Around three in 10 private pension pots are accessed at the earliest possible opportunity with half of all pots taken out in full. Nearly half of these are spent on large expenses like a car, holiday or renovations.

The Commission said maximising tax-free cash lump sums has become the default decision, now perceived as a ‘normal course of action’ or a ‘no brainer.’ However, research found that many admitted they had not considered the decision in depth and had failed to consider what the cash accessed could have been worth had they kept it invested. While they did not regret taking their tax-free cash, many felt anxious about the future.

Brooks commented: “There are concerning findings around how quickly people are rushing to access their pension and the proportion who are fully encashing their pot, leaving them vulnerable to running out of money later on in retirement.”
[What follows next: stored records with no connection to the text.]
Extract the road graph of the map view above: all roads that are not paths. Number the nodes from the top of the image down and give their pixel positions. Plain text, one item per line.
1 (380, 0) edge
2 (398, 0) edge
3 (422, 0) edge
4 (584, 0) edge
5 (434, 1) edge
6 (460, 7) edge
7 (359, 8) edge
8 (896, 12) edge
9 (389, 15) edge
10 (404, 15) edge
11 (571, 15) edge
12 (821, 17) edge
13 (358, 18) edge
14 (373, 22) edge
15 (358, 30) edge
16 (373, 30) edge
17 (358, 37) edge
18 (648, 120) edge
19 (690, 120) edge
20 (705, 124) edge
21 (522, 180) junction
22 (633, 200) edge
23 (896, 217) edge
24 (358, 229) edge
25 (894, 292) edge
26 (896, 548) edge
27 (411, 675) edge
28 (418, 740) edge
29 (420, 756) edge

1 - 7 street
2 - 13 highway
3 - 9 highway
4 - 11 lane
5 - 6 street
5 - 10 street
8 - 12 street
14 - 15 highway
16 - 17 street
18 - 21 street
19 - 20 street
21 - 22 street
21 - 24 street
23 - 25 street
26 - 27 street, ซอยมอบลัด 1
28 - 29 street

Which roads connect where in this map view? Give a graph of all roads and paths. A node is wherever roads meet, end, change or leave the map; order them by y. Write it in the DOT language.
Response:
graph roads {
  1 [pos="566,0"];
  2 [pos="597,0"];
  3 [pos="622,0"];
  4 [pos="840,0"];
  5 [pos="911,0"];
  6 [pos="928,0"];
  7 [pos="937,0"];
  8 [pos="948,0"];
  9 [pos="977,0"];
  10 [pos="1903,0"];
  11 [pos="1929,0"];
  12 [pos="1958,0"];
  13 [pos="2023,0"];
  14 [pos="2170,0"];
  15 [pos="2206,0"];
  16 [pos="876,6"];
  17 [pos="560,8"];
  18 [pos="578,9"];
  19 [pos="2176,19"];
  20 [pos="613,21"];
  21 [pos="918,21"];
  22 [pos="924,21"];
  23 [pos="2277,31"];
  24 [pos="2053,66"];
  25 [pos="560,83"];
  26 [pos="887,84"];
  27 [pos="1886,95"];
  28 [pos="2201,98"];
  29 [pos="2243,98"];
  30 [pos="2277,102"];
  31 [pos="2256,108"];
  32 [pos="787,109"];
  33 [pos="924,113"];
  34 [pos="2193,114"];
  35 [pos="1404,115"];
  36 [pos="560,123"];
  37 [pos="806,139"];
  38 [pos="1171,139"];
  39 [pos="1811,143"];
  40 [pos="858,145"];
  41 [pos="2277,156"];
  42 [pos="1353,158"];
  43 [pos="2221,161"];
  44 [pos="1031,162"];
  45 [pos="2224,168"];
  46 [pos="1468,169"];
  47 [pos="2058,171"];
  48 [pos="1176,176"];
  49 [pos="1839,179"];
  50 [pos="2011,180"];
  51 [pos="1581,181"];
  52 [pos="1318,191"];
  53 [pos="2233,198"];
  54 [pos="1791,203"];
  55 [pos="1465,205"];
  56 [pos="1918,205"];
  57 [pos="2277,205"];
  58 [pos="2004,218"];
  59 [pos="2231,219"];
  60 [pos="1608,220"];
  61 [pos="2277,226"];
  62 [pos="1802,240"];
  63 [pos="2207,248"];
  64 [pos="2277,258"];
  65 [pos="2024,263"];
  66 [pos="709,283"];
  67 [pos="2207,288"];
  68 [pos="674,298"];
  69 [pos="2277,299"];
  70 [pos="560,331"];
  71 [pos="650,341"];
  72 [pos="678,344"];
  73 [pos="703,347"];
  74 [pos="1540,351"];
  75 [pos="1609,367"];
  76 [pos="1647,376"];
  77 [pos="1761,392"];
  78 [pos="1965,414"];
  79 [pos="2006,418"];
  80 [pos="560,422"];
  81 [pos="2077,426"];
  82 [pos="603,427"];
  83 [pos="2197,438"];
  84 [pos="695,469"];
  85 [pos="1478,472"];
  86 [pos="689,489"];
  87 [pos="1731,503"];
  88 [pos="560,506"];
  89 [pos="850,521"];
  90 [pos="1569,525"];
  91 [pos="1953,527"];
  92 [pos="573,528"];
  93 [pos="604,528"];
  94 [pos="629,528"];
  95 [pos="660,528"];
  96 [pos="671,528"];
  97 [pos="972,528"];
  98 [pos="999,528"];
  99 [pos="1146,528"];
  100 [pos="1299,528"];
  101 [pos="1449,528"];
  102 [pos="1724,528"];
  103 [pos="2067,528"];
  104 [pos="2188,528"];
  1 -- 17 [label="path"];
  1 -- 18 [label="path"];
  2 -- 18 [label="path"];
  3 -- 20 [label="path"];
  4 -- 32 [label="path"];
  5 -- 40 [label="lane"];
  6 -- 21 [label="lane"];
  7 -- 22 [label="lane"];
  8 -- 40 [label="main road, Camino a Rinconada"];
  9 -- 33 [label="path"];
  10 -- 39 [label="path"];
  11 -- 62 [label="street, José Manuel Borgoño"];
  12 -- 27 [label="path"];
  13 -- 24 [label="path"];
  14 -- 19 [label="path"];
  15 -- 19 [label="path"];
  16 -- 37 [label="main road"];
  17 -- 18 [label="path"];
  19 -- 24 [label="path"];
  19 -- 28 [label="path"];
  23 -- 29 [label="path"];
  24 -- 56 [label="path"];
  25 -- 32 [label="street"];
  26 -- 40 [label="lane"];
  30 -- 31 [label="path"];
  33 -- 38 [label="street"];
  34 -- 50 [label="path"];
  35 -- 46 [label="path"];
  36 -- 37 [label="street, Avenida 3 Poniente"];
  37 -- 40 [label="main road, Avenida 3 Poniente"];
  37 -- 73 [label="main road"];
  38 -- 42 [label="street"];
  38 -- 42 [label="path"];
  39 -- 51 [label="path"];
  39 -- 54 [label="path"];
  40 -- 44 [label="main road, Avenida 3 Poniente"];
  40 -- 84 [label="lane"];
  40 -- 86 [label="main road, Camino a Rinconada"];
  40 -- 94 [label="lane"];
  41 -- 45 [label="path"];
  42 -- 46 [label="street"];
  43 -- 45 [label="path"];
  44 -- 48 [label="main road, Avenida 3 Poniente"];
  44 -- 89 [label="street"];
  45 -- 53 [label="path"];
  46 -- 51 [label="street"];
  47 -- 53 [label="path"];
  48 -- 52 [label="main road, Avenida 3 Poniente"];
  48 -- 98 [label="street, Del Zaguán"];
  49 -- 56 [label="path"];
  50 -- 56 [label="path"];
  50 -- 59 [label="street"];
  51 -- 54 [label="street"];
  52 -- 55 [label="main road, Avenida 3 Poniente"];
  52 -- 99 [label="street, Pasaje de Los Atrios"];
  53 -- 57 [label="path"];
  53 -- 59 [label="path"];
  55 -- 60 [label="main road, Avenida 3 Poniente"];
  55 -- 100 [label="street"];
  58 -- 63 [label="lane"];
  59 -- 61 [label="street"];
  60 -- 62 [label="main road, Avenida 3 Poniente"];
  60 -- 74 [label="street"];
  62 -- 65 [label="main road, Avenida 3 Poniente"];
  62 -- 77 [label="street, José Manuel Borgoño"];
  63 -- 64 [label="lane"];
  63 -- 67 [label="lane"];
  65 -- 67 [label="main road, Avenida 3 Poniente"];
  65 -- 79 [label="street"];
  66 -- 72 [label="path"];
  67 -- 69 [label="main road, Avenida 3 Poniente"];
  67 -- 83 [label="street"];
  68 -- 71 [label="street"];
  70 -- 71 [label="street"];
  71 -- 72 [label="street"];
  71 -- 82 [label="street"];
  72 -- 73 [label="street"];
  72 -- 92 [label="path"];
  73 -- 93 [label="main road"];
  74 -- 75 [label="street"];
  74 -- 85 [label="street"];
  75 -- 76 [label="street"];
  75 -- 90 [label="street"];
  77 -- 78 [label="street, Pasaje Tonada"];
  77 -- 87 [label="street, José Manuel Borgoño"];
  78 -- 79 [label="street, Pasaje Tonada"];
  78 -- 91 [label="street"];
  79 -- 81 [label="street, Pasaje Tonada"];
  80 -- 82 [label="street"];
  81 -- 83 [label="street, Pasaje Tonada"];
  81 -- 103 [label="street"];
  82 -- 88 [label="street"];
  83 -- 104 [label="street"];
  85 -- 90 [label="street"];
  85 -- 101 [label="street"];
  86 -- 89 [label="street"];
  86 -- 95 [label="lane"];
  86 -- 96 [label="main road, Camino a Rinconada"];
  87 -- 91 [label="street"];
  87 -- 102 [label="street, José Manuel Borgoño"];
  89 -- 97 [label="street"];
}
Over the next year the Commission will hear a wide range of views before presenting its final report and recommendations in early 2027. It adds that there is much for public policy to do to shape the future of pensions and change must happen in the right way, but any recommendations for change will need to be implemented gradually.

For Tully, it is crucial that there is a long-term stable policy framework that removes pensions from short-term political cycles and stops using pensions as a political lever.

He explained: “We’re seeing a deep erosion of trust in the retirement system. Constant tinkering with pension rules makes long-term planning feel pointless. The Commission is a step in the right direction, but confidence won’t return until people believe the rules will remain stable in the long-term.

“We need clear communication and a joined-up approach across pensions, housing and savings to give people the certainty they need to plan properly for the future.”

Kate Smith, head of pensions at Aegon, added: “We welcome the Pensions Commission’s initial report. Working lives and employment have changed dramatically since the first Pension Commission recommendations 20 years ago, and with the introduction of auto-enrolment in 2012. Policies need to evolve to reflect people’s often disjointed working lives.

“We agree that a renewed national settlement on pensions is needed, with a pension reform roadmap to deliver this. The Pensions Commission presents an opportunity to make a difference to people’s later lives, and we should work together to seize it.”